Directions: Every record is to be restated exactly, with nothing left out.

Data to examine:
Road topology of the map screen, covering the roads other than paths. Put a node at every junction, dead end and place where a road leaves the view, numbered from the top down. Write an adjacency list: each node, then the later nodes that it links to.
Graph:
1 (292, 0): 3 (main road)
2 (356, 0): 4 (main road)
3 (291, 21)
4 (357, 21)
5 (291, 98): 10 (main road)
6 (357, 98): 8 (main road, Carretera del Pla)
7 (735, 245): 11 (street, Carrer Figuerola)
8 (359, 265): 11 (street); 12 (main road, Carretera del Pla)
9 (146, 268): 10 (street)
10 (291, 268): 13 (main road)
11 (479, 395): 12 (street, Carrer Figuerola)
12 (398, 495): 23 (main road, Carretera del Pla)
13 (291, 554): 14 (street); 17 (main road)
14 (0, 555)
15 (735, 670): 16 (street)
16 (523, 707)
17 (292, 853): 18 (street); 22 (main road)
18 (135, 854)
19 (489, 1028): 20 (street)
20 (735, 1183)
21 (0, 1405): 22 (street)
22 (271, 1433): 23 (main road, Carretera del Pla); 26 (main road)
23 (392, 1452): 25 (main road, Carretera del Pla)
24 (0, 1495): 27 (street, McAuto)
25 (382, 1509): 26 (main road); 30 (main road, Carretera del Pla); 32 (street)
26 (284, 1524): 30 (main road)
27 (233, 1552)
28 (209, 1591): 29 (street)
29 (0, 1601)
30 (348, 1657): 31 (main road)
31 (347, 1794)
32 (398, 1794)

Result for this exercise:
Road topology of the map screen, covering the roads other than paths. Put a node at every junction, dead end and place where a road leaves the view, numbered from the top down. Write an adjacency list: each node, then the later nodes that it links to.
Graph:
1 (292, 0): 3 (main road)
2 (356, 0): 4 (main road)
3 (291, 21)
4 (357, 21)
5 (291, 98): 10 (main road)
6 (357, 98): 8 (main road, Carretera del Pla)
7 (735, 245): 11 (street, Carrer Figuerola)
8 (359, 265): 11 (street); 12 (main road, Carretera del Pla)
9 (146, 268): 10 (street)
10 (291, 268): 13 (main road)
11 (479, 395): 12 (street, Carrer Figuerola)
12 (398, 495): 23 (main road, Carretera del Pla)
13 (291, 554): 14 (street); 17 (main road)
14 (0, 555)
15 (735, 670): 16 (street)
16 (523, 707)
17 (292, 853): 18 (street); 22 (main road)
18 (135, 854)
19 (489, 1028): 20 (street)
20 (735, 1183)
21 (0, 1405): 22 (street)
22 (271, 1433): 23 (main road, Carretera del Pla); 26 (main road)
23 (392, 1452): 25 (main road, Carretera del Pla)
24 (0, 1495): 27 (street, McAuto)
25 (382, 1509): 26 (main road); 30 (main road, Carretera del Pla); 32 (street)
26 (284, 1524): 30 (main road)
27 (233, 1552)
28 (209, 1591): 29 (street)
29 (0, 1601)
30 (348, 1657): 31 (main road)
31 (347, 1794)
32 (398, 1794)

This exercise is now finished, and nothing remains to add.